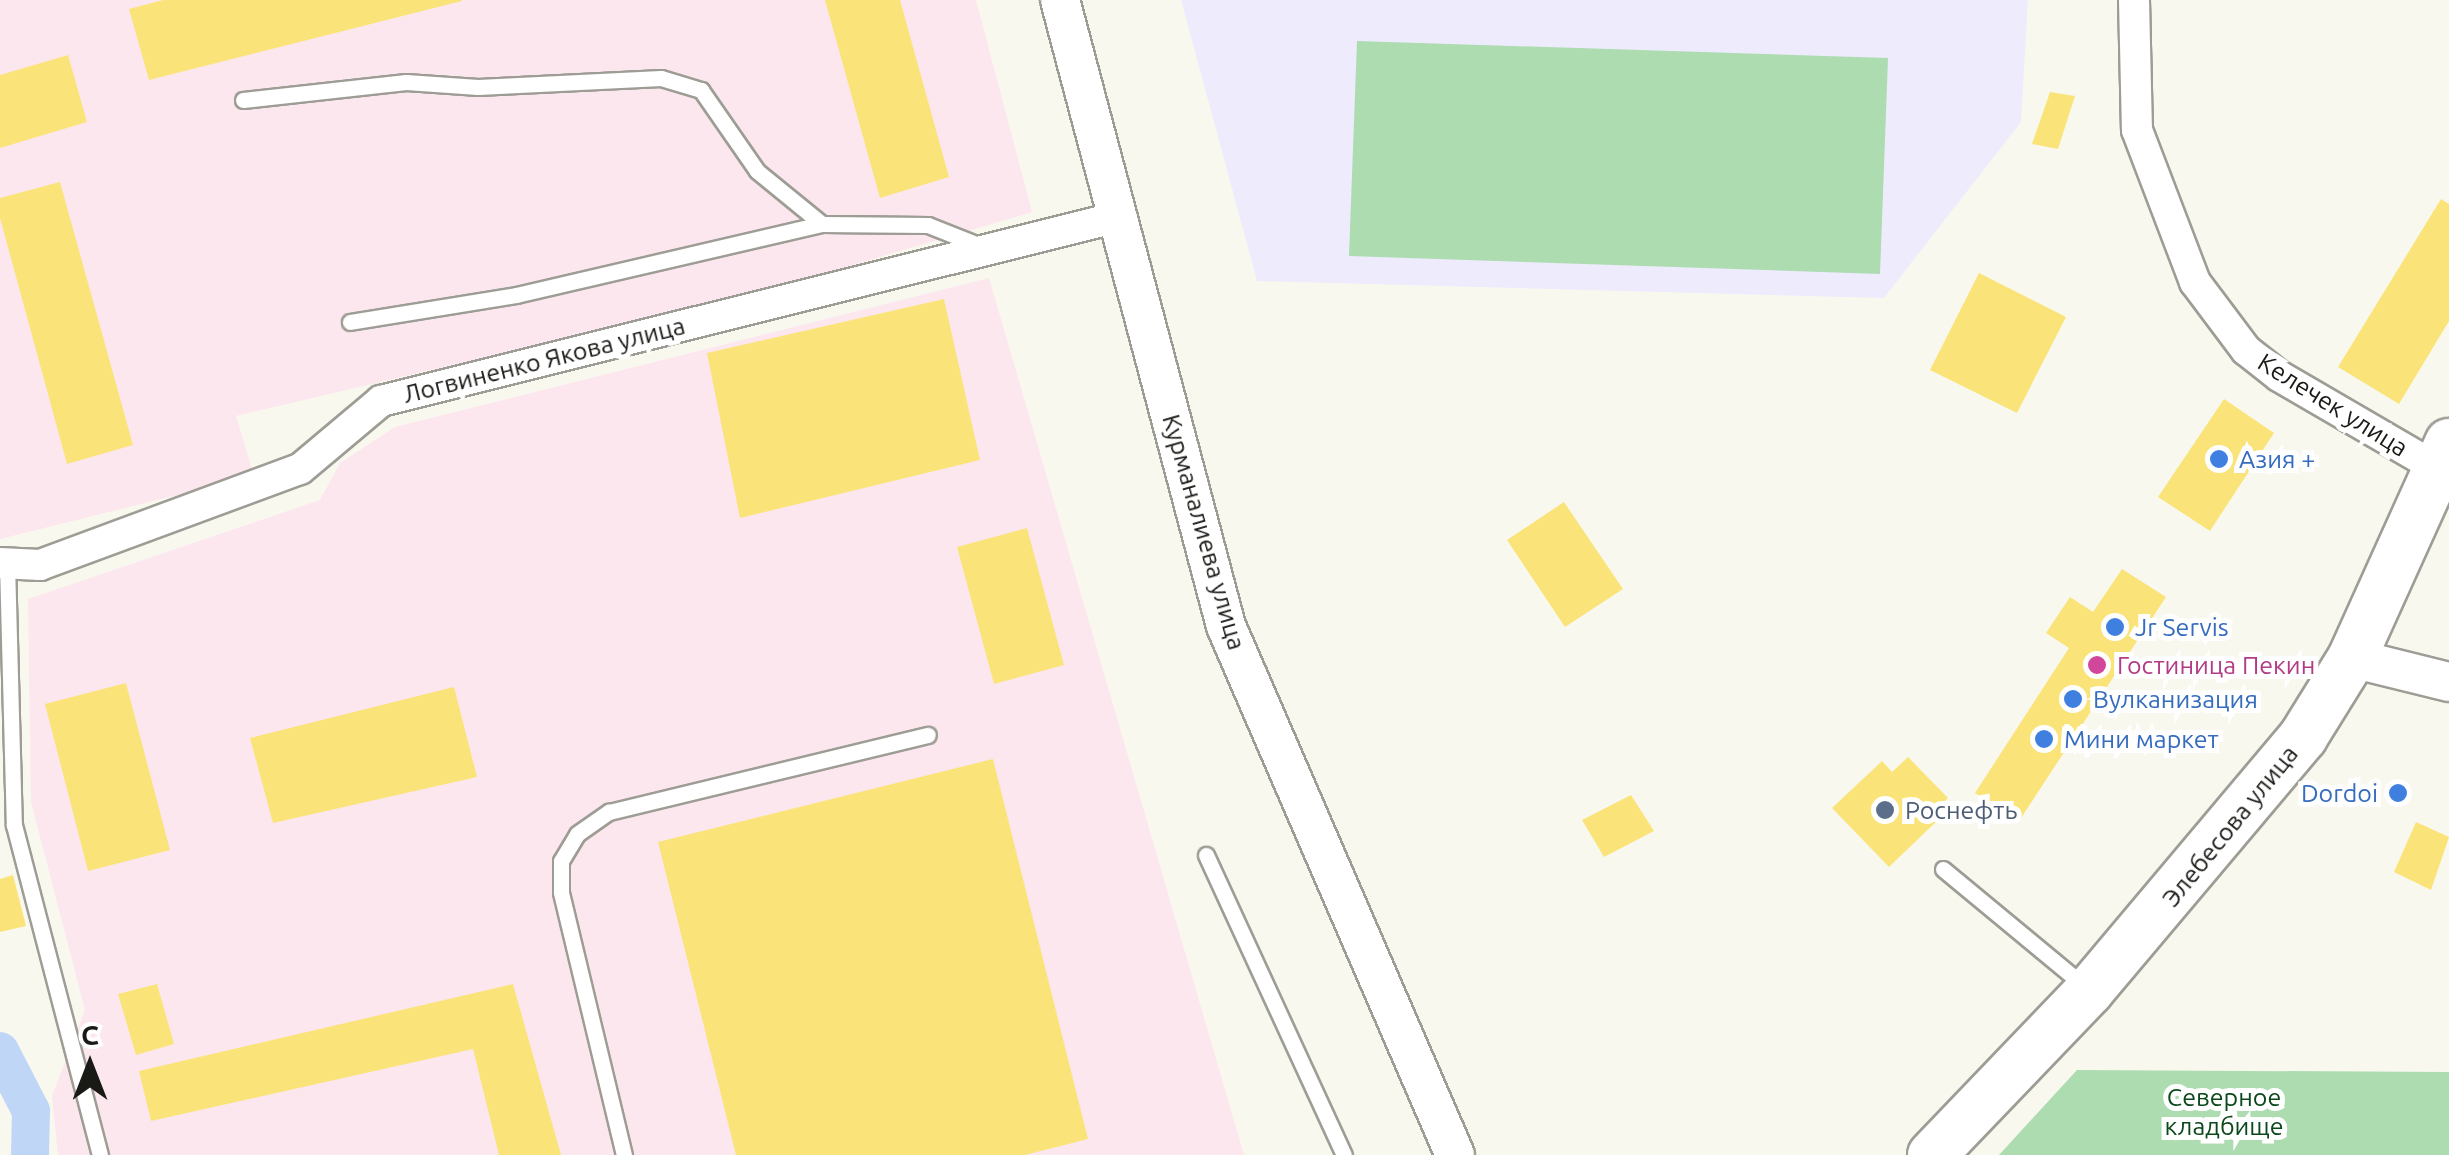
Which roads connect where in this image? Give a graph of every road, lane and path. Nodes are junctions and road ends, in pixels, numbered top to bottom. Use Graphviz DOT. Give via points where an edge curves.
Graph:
graph roads {
  1 [pos="1060,0"];
  2 [pos="2134,0"];
  3 [pos="243,100"];
  4 [pos="1118,218"];
  5 [pos="822,224"];
  6 [pos="989,249"];
  7 [pos="350,322"];
  8 [pos="2445,461"];
  9 [pos="3,563"];
  10 [pos="2352,658"];
  11 [pos="2449,682"];
  12 [pos="928,735"];
  13 [pos="1206,854"];
  14 [pos="1944,869"];
  15 [pos="2090,990"];
  16 [pos="100,1155"];
  17 [pos="624,1155"];
  18 [pos="1344,1155"];
  19 [pos="1455,1155"];
  20 [pos="1932,1155"];
  1 -- 4 [label="street, Курманалиева улица"];
  2 -- 8 [label="street, Келечек улица" via="2138,130 2195,282 2246,350 2278,376"];
  3 -- 5 [label="lane" via="406,82 478,87 661,78 701,90 757,171"];
  4 -- 6 [label="street, Логвиненко Якова улица"];
  4 -- 19 [label="street, Курманалиева улица" via="1226,626"];
  5 -- 6 [label="lane" via="928,225"];
  5 -- 7 [label="lane" via="516,295"];
  6 -- 9 [label="street, Логвиненко Якова улица" via="380,401 300,469 40,566"];
  8 -- 10 [label="main road, Элебесова улица"];
  9 -- 16 [label="lane" via="14,825"];
  10 -- 11 [label="street"];
  10 -- 15 [label="main road, Элебесова улица" via="2266,788"];
  12 -- 17 [label="lane" via="609,812 577,834 561,861 561,892"];
  13 -- 18 [label="lane"];
  14 -- 15 [label="lane"];
  15 -- 20 [label="main road, Элебесова улица"];
}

=====

**Task to complete**
Each entry must be retyped word for word, with every image omitted.

**Answer box**
Which roads connect where in this image? Give a graph of every road, lane and path. Nodes are junctions and road ends, in pixels, numbered top to bottom. Use Graphviz DOT. Give via points where an edge curves.
Graph:
graph roads {
  1 [pos="1060,0"];
  2 [pos="2134,0"];
  3 [pos="243,100"];
  4 [pos="1118,218"];
  5 [pos="822,224"];
  6 [pos="989,249"];
  7 [pos="350,322"];
  8 [pos="2445,461"];
  9 [pos="3,563"];
  10 [pos="2352,658"];
  11 [pos="2449,682"];
  12 [pos="928,735"];
  13 [pos="1206,854"];
  14 [pos="1944,869"];
  15 [pos="2090,990"];
  16 [pos="100,1155"];
  17 [pos="624,1155"];
  18 [pos="1344,1155"];
  19 [pos="1455,1155"];
  20 [pos="1932,1155"];
  1 -- 4 [label="street, Курманалиева улица"];
  2 -- 8 [label="street, Келечек улица" via="2138,130 2195,282 2246,350 2278,376"];
  3 -- 5 [label="lane" via="406,82 478,87 661,78 701,90 757,171"];
  4 -- 6 [label="street, Логвиненко Якова улица"];
  4 -- 19 [label="street, Курманалиева улица" via="1226,626"];
  5 -- 6 [label="lane" via="928,225"];
  5 -- 7 [label="lane" via="516,295"];
  6 -- 9 [label="street, Логвиненко Якова улица" via="380,401 300,469 40,566"];
  8 -- 10 [label="main road, Элебесова улица"];
  9 -- 16 [label="lane" via="14,825"];
  10 -- 11 [label="street"];
  10 -- 15 [label="main road, Элебесова улица" via="2266,788"];
  12 -- 17 [label="lane" via="609,812 577,834 561,861 561,892"];
  13 -- 18 [label="lane"];
  14 -- 15 [label="lane"];
  15 -- 20 [label="main road, Элебесова улица"];
}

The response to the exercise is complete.